- Opening Delimiter -
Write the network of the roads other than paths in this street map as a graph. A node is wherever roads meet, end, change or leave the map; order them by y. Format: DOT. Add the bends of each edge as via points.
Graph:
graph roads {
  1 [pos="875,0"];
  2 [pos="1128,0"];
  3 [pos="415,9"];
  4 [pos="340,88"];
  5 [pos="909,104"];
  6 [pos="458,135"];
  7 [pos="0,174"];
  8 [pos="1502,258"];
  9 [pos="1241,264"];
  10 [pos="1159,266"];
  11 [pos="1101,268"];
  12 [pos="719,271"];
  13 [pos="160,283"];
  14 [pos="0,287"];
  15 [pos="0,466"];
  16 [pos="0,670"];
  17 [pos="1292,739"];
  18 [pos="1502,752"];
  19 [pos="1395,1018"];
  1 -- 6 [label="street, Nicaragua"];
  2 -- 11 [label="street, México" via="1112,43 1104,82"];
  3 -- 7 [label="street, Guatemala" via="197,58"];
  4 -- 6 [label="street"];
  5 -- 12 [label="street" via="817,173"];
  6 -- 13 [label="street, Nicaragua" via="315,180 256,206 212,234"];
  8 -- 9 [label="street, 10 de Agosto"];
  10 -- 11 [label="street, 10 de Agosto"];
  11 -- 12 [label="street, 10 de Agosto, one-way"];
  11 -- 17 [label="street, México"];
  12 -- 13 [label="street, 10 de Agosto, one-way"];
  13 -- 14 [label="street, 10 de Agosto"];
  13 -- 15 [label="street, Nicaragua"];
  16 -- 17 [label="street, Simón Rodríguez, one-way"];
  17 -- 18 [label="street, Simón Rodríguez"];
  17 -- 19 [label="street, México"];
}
- Closing Delimiter -
- Opening Delimiter -
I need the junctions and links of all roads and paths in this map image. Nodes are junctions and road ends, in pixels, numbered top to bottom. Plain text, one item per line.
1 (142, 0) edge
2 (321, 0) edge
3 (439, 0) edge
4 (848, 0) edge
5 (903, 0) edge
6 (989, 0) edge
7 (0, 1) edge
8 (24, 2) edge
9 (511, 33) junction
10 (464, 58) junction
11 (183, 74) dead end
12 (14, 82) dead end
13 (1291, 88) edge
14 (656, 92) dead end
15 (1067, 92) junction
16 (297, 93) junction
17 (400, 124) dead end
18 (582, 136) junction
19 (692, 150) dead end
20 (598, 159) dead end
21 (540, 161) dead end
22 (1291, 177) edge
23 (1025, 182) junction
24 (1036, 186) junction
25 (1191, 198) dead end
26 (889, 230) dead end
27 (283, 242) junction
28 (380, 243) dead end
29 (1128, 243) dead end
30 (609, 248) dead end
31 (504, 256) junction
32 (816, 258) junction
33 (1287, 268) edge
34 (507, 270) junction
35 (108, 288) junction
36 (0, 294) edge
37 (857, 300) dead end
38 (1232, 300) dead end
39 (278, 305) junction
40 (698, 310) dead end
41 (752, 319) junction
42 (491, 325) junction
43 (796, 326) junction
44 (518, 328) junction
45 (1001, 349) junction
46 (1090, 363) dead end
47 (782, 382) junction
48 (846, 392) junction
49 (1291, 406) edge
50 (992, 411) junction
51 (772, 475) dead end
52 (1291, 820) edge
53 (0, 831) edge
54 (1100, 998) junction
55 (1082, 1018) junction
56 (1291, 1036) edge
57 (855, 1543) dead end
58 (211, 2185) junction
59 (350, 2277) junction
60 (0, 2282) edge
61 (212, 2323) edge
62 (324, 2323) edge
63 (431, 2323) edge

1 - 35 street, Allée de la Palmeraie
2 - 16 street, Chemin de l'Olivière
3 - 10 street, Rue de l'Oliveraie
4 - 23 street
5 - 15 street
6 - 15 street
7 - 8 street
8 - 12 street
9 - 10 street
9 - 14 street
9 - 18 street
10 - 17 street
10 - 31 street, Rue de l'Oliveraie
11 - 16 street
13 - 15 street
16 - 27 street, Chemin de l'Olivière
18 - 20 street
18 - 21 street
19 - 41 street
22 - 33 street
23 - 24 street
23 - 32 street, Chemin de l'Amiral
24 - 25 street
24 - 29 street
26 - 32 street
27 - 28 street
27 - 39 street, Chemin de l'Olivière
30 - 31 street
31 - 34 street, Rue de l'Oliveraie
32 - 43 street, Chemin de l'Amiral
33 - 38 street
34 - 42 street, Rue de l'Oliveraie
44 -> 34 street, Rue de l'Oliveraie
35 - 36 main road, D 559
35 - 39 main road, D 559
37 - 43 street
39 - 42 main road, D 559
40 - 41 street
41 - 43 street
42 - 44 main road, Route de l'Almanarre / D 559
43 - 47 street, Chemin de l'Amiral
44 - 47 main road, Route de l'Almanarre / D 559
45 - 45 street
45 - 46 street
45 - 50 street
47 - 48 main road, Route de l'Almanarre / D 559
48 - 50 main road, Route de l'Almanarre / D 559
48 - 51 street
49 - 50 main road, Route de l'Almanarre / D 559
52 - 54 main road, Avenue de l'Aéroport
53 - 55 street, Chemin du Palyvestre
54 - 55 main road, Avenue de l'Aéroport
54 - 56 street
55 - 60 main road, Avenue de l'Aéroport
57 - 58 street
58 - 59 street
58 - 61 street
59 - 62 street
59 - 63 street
- Closing Delimiter -
- Opening Delimiter -
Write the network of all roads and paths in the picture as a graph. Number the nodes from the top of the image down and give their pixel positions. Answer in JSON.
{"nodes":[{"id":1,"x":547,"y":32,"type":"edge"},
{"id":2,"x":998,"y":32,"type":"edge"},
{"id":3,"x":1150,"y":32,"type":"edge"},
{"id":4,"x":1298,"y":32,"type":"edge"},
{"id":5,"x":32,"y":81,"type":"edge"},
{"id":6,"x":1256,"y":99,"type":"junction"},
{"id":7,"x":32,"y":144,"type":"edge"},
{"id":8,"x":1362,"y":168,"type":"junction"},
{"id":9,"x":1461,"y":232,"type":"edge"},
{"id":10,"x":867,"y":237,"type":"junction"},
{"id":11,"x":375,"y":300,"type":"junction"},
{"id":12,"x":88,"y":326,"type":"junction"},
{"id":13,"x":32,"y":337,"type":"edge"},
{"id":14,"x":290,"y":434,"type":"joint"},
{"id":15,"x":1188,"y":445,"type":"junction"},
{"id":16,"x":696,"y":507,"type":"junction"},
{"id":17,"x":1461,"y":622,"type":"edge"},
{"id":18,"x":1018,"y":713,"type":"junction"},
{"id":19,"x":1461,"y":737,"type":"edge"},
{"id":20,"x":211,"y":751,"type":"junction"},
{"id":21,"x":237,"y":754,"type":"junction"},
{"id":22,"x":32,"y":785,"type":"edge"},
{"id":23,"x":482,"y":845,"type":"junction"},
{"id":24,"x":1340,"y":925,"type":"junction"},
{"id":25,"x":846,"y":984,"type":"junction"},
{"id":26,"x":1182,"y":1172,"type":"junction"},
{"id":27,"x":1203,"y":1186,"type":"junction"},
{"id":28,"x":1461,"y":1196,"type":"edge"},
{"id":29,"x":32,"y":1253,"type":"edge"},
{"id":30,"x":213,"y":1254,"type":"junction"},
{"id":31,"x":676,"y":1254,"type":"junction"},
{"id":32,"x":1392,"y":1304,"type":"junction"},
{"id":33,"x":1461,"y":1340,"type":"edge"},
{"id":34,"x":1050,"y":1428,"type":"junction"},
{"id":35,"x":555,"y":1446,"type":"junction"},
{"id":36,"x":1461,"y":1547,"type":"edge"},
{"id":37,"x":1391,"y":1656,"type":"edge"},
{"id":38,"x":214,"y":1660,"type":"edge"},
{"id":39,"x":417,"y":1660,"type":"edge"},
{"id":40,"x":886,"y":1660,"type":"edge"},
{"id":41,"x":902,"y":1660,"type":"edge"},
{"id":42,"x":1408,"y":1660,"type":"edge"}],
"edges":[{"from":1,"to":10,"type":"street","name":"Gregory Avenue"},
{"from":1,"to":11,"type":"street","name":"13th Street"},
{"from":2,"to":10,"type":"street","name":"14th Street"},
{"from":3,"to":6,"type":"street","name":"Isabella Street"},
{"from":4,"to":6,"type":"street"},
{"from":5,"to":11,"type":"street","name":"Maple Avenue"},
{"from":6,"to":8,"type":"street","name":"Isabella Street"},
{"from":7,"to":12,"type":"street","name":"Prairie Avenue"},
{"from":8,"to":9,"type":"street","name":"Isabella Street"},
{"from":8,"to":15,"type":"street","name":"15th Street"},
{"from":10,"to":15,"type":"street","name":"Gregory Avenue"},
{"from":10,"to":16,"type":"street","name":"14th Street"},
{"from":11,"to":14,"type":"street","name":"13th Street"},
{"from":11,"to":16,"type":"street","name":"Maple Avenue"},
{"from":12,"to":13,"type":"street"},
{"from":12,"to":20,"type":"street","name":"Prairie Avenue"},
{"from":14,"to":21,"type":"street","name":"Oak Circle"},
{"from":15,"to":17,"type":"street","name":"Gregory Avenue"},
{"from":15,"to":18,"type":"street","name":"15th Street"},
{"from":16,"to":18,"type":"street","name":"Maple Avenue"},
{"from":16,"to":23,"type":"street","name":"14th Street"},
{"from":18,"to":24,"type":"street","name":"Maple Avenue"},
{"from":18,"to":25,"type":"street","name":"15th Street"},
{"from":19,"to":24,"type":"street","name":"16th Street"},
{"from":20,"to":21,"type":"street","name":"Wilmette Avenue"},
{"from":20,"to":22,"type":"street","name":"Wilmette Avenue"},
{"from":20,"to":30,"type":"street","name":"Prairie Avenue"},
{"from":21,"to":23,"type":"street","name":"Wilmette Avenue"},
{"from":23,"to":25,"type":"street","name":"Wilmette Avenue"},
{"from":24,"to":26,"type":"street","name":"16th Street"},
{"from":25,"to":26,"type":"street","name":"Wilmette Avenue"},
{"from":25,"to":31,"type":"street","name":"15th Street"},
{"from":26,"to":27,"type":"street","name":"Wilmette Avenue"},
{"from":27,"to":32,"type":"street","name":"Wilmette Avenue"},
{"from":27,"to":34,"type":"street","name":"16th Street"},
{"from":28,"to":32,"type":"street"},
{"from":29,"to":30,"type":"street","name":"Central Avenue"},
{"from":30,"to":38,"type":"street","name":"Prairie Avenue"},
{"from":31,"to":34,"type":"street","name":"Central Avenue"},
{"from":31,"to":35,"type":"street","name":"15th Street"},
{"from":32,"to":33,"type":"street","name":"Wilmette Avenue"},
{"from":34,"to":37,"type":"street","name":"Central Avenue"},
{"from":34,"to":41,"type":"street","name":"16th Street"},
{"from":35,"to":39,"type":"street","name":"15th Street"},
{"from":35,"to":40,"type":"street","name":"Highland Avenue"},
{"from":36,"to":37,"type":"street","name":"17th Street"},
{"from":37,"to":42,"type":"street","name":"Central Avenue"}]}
- Closing Delimiter -
Task statement: What number of lines in the records hold "image"? Reply with that number alone.

Task answer: 2